So it gives you an idea of how quickly those orders need to come in and get out once we receive them.
That’s a lot of like 300k a day – this is like… How many hours do you work?
It’s a 24/7 operation?
24/7. Okay. So that is 12,500 per hour… That is three and a half orders per second.
That’s crazy, isn’t it?
Every second, 3.5 orders gets ready. Can you imagine that? And that’s like 24/7. That’s crazy. Wow…
And we’re and we’re still quite small in the e-commerce space. It’s gonna be interesting to see where we are this time next year.
Six months ago, you were thinking of starting to use Kubernetes. You have some services now running; you even got to experience what the end users see… What are you thinking in terms of improvements? What is on your list?
Oh, that’s a really hard one… I want to get more tests of our legacy system to run. So we had another incident where we’d essentially deployed a change, and it took production down for like six or seven minutes for our internal stuff… And it would have been caught by a smoke test. Like, outright, the system just wouldn’t have booted.
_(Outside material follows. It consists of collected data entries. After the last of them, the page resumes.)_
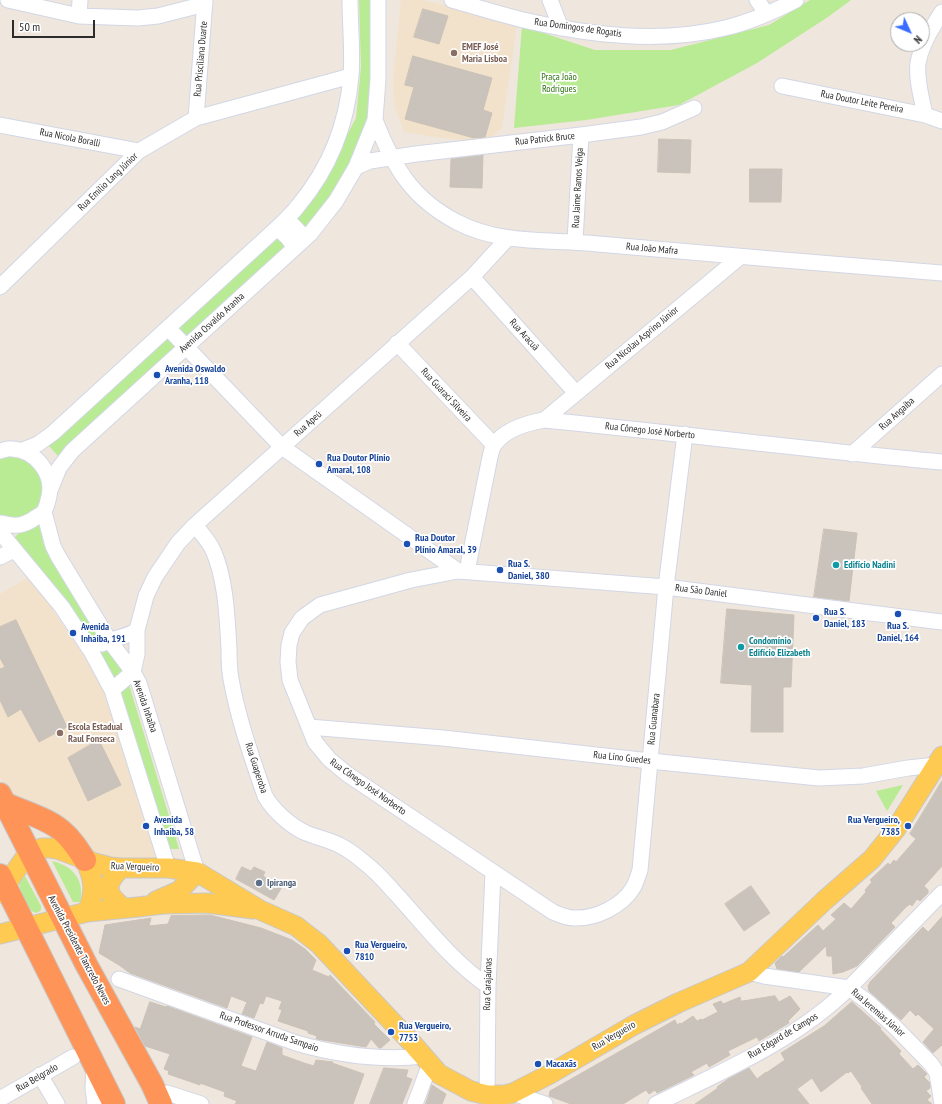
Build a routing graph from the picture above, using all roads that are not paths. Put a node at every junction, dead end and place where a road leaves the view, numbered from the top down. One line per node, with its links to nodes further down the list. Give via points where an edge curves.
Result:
1 (8, 0): 12 (street)
2 (80, 0): 12 (street)
3 (350, 0): 14 (street)
4 (378, 0): 19 (street)
5 (452, 0): 13 (street, Rua Domingos de Rogatis)
6 (550, 0): 13 (street)
7 (757, 0): 11 (street)
8 (795, 0): 11 (street, Rua Domingos de Rogatis)
9 (205, 2): 12 (street, via 158,16); 18 (street, Rua Prisciliana Duarte)
10 (942, 12): 17 (street, via 930,32 918,64 918,79)
11 (764, 15): 13 (street, Rua Domingos de Rogatis, via 726,28 691,34 645,36)
12 (79, 16)
13 (561, 28)
14 (351, 76): 18 (street, Rua Emílio Lang Júnior); 26 (street, via 349,96 334,148 298,207)
15 (782, 86): 17 (street, Rua Doutor Leite Pereira)
16 (694, 108): 22 (street, Rua Patrick Bruce, via 662,122)
17 (925, 115): 20 (street, Rua Doutor Leite Pereira)
18 (196, 118): 23 (street, Rua Emílio Lang Júnior)
19 (375, 120): 24 (street, Rua João Mafra); 25 (street, Avenida Osvaldo Aranha)
20 (942, 121)
21 (0, 124): 23 (street, Rua Nicola Boralli)
22 (581, 136): 24 (street, Rua Patrick Bruce); 28 (street, Rua Jaime Ramos Veiga)
23 (139, 150): 33 (street, Rua Emílio Lang Júnior)
24 (392, 158): 25 (street); 27 (street, Rua João Mafra, via 420,197 444,215 485,234)
25 (356, 167): 29 (street, Avenida Osvaldo Aranha, via 323,219)
26 (282, 223): 29 (street, via 287,237); 34 (street)
27 (508, 238): 28 (street, Rua João Mafra); 32 (street, Rua Apeú)
28 (576, 241): 30 (street, Rua João Mafra)
29 (300, 243): 36 (street, Avenida Osvaldo Aranha)
30 (740, 257): 31 (street, Rua João Mafra); 38 (street, Rua Nicolau Asprino Júnior)
31 (942, 273)
32 (472, 277): 35 (street, Rua Apeú); 38 (street, Rua Aracuã)
33 (0, 287)
34 (168, 328): 36 (street); 43 (street, via 53,433 38,444)
35 (397, 343): 41 (street, Rua Guaraci Silveira); 42 (street, Rua Apeú)
36 (186, 346): 42 (street); 46 (street, Avenida Osvaldo Aranha, via 72,451 59,468)
37 (942, 374): 44 (street, Rua Angaíba)
38 (576, 393): 39 (street, Rua Nicolau Asprino Júnior)
39 (544, 420): 40 (street, Rua Cônego José Norberto); 41 (street, Rua Cônego José Norberto, via 519,426)
40 (685, 434): 44 (street, Rua Cônego José Norberto); 54 (street, Rua Guanabara)
41 (494, 445): 53 (street)
42 (282, 447): 49 (street, Rua Apeú); 53 (street)
43 (8, 448): 46 (street, via 40,462 47,473)
44 (852, 454): 45 (street, Rua Cônego José Norberto)
45 (942, 462)
46 (51, 488): 47 (street, Avenida Osvaldo Aranha)
47 (44, 512): 48 (street, via 26,523); 57 (street, Avenida Inhaíba, via 53,546)
48 (0, 523)
49 (195, 525): 56 (street, Rua Apeú, via 178,543 155,577 146,596); 81 (street, Rua Guaperoba, via 212,549 221,576 230,677 265,796 297,828 343,847 365,863 383,879 453,956)
50 (0, 532): 51 (street)
51 (14, 550): 52 (street); 58 (street, via 62,607)
52 (0, 557)
53 (462, 571): 54 (street, Rua São Daniel); 61 (street, Rua Cônego José Norberto, via 411,580 320,605 302,618 292,633 288,662 290,680)
54 (666, 587): 55 (street, Rua São Daniel); 63 (street, Rua Guanabara)
55 (942, 622)
56 (137, 630): 57 (street, via 124,637); 59 (street, Rua Apeú)
57 (110, 640): 58 (street); 59 (street, Avenida Inhaíba)
58 (91, 651): 60 (street)
59 (133, 672): 60 (street); 69 (street, Avenida Inhaíba, via 145,699)
60 (112, 690): 68 (street)
61 (309, 727): 63 (street, Rua Lino Guedes, via 451,739); 70 (street, Rua Cônego José Norberto, via 322,752 337,767)
62 (939, 760): 63 (street, Rua Lino Guedes, via 862,776 825,778); 79 (main road, Rua Vergueiro, via 896,830 872,859)
63 (650, 761): 70 (street, Rua Guanabara, via 640,870 634,887 618,904 590,917 565,917 534,901)
64 (2, 799): 65 (highway, Avenida Presidente Tancredo Neves); 66 (highway, via 61,830)
65 (29, 852): 66 (main road, Rua Vergueiro, via 42,848 57,849); 71 (main road); 76 (highway, Avenida Presidente Tancredo Neves)
66 (85, 860): 67 (main road, Rua Vergueiro); 75 (main road, via 92,874 94,887)
67 (122, 868): 68 (main road, Rua Vergueiro); 73 (main road, via 112,878 109,887 111,898)
68 (168, 868): 69 (main road, Rua Vergueiro)
69 (197, 872): 73 (main road, via 179,892); 74 (main road, Rua Vergueiro)
70 (493, 873): 81 (street, Rua Carajaúnas)
71 (2, 885): 77 (highway)
72 (942, 892): 82 (street, Rua Edgard de Campos)
73 (131, 908): 74 (main road, Rua Vergueiro, via 163,904 207,904); 75 (main road, Rua Vergueiro)
74 (260, 910): 84 (main road, Rua Vergueiro, via 296,926 319,944)
75 (87, 912): 76 (main road, Rua Vergueiro)
76 (62, 919): 77 (main road, Rua Vergueiro); 88 (highway, Avenida Presidente Tancredo Neves, via 152,1084)
77 (26, 928): 78 (main road, Rua Vergueiro); 85 (highway)
78 (0, 934)
79 (749, 972): 82 (street, Rua Jeremias Júnior); 89 (main road, Rua Vergueiro, via 634,1025 550,1074)
80 (119, 979): 84 (street, Rua Professor Arruda Sampaio, via 318,1049 376,1058)
81 (488, 986): 87 (street, Rua Carajaúnas)
82 (850, 988): 97 (street, Rua Edgard de Campos, via 812,1020 778,1041); 98 (street, Rua Jeremias Júnior, via 896,1028 931,1064 937,1073)
83 (73, 1057): 86 (street, Rua Belgrado)
84 (427, 1060): 87 (main road, Rua Vergueiro, via 443,1077); 95 (street)
85 (94, 1065): 92 (street); 93 (highway)
86 (40, 1075): 90 (street, Rua Belgrado); 91 (street)
87 (487, 1095): 89 (main road, Rua Vergueiro)
88 (164, 1098): 94 (street)
89 (520, 1098): 96 (street)
90 (0, 1099)
91 (57, 1104)
92 (95, 1104)
93 (114, 1104)
94 (201, 1104)
95 (415, 1104)
96 (545, 1104)
97 (656, 1104)
98 (942, 1104)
And we’ve now put a deployment pipeline replace which will run those smoke tests and ensure the application boots, and it will just run through a couple of common pages… And that was a result of that incident.
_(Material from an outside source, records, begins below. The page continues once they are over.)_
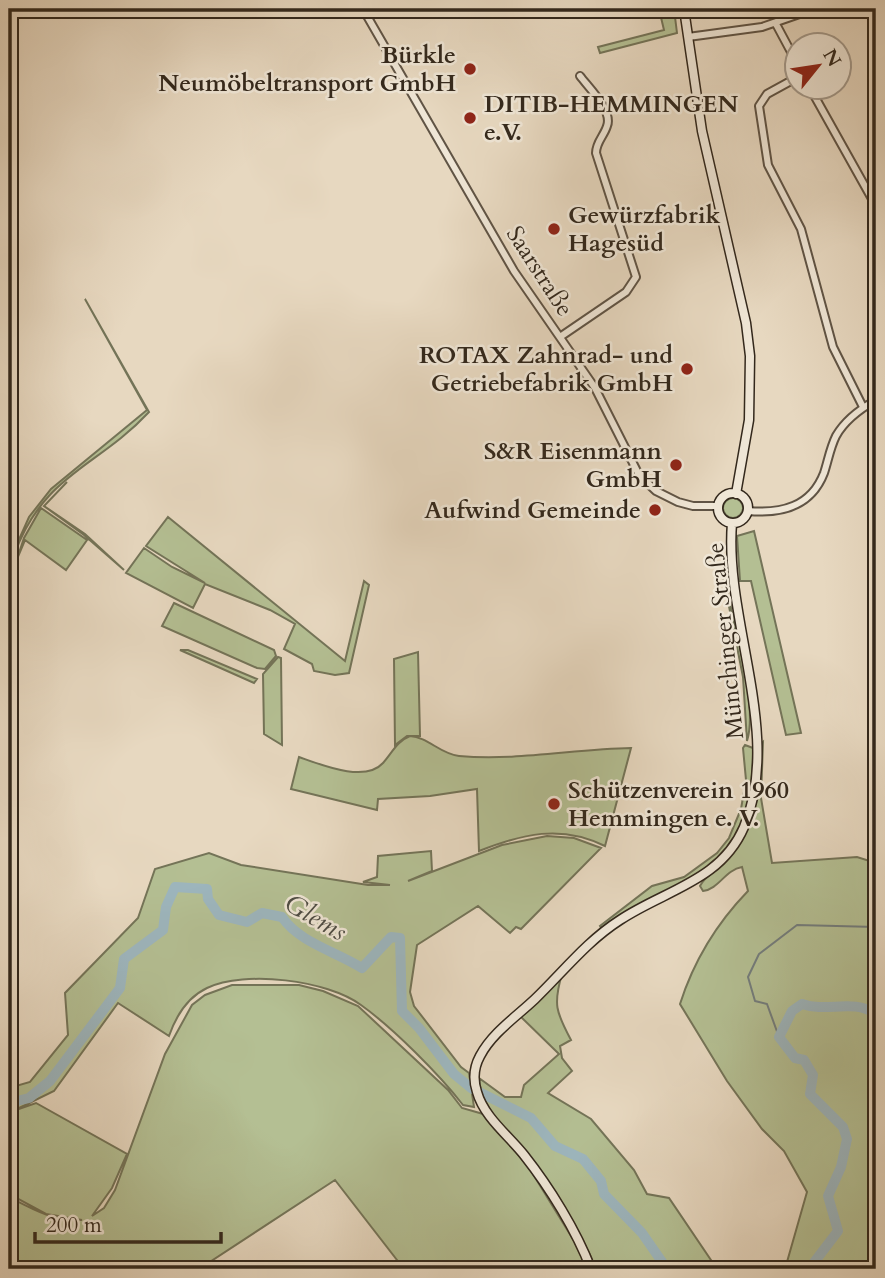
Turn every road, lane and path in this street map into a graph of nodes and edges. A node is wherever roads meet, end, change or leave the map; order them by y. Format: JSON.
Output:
{"nodes":[{"id":1,"x":363,"y":9,"type":"edge"},
{"id":2,"x":684,"y":9,"type":"edge"},
{"id":3,"x":814,"y":9,"type":"edge"},
{"id":4,"x":776,"y":24,"type":"junction"},
{"id":5,"x":688,"y":37,"type":"junction"},
{"id":6,"x":784,"y":40,"type":"edge"},
{"id":7,"x":580,"y":76,"type":"dead end"},
{"id":8,"x":784,"y":84,"type":"edge"},
{"id":9,"x":818,"y":102,"type":"edge"},
{"id":10,"x":876,"y":206,"type":"edge"},
{"id":11,"x":560,"y":337,"type":"junction"},
{"id":12,"x":876,"y":400,"type":"edge"},
{"id":13,"x":863,"y":407,"type":"junction"},
{"id":14,"x":736,"y":494,"type":"junction"},
{"id":15,"x":719,"y":506,"type":"junction"},
{"id":16,"x":748,"y":511,"type":"junction"},
{"id":17,"x":732,"y":523,"type":"junction"},
{"id":18,"x":591,"y":1269,"type":"edge"}],
"edges":[{"from":1,"to":11,"type":"street","name":"Saarstraße"},
{"from":2,"to":5,"type":"street"},
{"from":3,"to":4,"type":"street"},
{"from":4,"to":5,"type":"street"},
{"from":4,"to":6,"type":"street"},
{"from":5,"to":14,"type":"street"},
{"from":7,"to":11,"type":"street"},
{"from":8,"to":13,"type":"street"},
{"from":9,"to":10,"type":"street"},
{"from":11,"to":15,"type":"street","name":"Saarstraße"},
{"from":12,"to":13,"type":"street"},
{"from":13,"to":16,"type":"street"},
{"from":14,"to":15,"type":"street","name":"Münchinger Straße"},
{"from":14,"to":16,"type":"street","name":"Münchinger Straße"},
{"from":15,"to":17,"type":"street","name":"Münchinger Straße"},
{"from":16,"to":17,"type":"street","name":"Münchinger Straße"},
{"from":17,"to":18,"type":"street","name":"Münchinger Straße"}]}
But what we really want to do is gain more confidence that when we deploy anything into production for that existing system, we’re not going to degrade performance, or take down like certain core parts of the application. What we want to probably do is come up with a reasonable time to deploy. Maybe the test harness that runs can’t take more than ten minutes to deploy to production… Because we still want to keep that agility that we’ve got.
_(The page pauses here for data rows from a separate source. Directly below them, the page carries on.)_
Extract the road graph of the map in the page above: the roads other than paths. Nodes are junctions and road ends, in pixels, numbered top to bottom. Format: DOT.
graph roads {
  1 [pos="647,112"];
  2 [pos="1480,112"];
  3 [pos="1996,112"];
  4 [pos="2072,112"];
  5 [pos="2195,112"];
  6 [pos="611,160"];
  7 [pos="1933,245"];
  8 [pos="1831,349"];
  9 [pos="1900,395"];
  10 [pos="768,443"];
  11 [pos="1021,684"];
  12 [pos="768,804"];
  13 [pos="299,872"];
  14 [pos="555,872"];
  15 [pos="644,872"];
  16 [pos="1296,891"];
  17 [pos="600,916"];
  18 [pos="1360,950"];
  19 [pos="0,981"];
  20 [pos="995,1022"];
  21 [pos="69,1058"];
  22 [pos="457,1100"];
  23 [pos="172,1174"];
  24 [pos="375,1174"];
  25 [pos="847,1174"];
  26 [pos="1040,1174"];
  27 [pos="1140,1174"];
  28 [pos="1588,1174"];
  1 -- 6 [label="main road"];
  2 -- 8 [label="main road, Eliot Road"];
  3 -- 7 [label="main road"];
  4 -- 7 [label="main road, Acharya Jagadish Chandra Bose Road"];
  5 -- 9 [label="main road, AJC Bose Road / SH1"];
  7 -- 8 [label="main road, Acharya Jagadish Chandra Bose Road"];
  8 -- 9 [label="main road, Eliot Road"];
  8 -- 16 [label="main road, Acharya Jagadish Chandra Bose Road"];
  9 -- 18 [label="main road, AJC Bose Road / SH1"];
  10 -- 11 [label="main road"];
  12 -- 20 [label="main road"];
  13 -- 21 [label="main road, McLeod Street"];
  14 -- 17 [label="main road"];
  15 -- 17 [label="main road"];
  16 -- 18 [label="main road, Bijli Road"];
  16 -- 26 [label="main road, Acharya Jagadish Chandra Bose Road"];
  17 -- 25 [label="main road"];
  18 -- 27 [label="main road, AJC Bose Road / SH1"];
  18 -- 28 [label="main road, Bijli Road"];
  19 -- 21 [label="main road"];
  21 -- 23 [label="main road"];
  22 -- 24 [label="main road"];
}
One of the real benefits that we’ve got working here is deployment in terms of production is under sort of two or three minutes. And if we have a bug, we can revert really quickly, or we can iterate on it quickly, and push out. So having a deployment pipeline that sits in the way and takes over 10 minutes to run - that’s really going to affect your agility. So yeah, next year I really want the team to work on hardening our deployment pipeline, just so we can keep gaining confidence in what we’re releasing… Especially as we plan to scale our team out, we’re going to have much more commits going through on a daily basis.
Now, when you say deploying, I’m wondering - do you use blue/green for your legacy app?
No. Not yet.
Because if you had two versions running at any given point in time… So the old one, the legacy one, and just basically change traffic, the way it’s spread, then rollbacks would be nearly instant. I mean, the connections, obviously, they would have to maybe reconnect depending on how the app works, where they’re persistent, whether retry… And everything goes back as it was. And if it’s a new one, if it doesn’t boot, so if it can’t boot in your incidents case, then it never gets promoted to live, because it never came up, and it’s not healthy.
Yeah, that would be really nice if we could get that in place. I think our deployment pipeline for legacy at the moment is just - they push these new changes to these twelve nodes, and do it all in one go. And then flush the cache on the last node that you deploy to. It’s very basic. Whereas the newer services do have like all the bells and whistles of blue/green, and integration, unit tests that run against it to give us that confidence.
We’re thinking about it. So only one issue that I’ve run up to so far… So I’ve Dockerized the application, it runs locally, but there’s one annoying thing where it can’t request assets. And this is probably some gap in my knowledge in Docker, is it runs all in its Docker network, and then when it tries to go out to fetch assets, it’s referencing the Docker container name, where it should actually be referencing something else, which would be like outside of that Docker network… And that causes assets to load. So once I fix that, we’ll be able to move into production. But that’s a pretty big deal-breaker at the moment.
Yeah, like our PDFs, and those sorts of things.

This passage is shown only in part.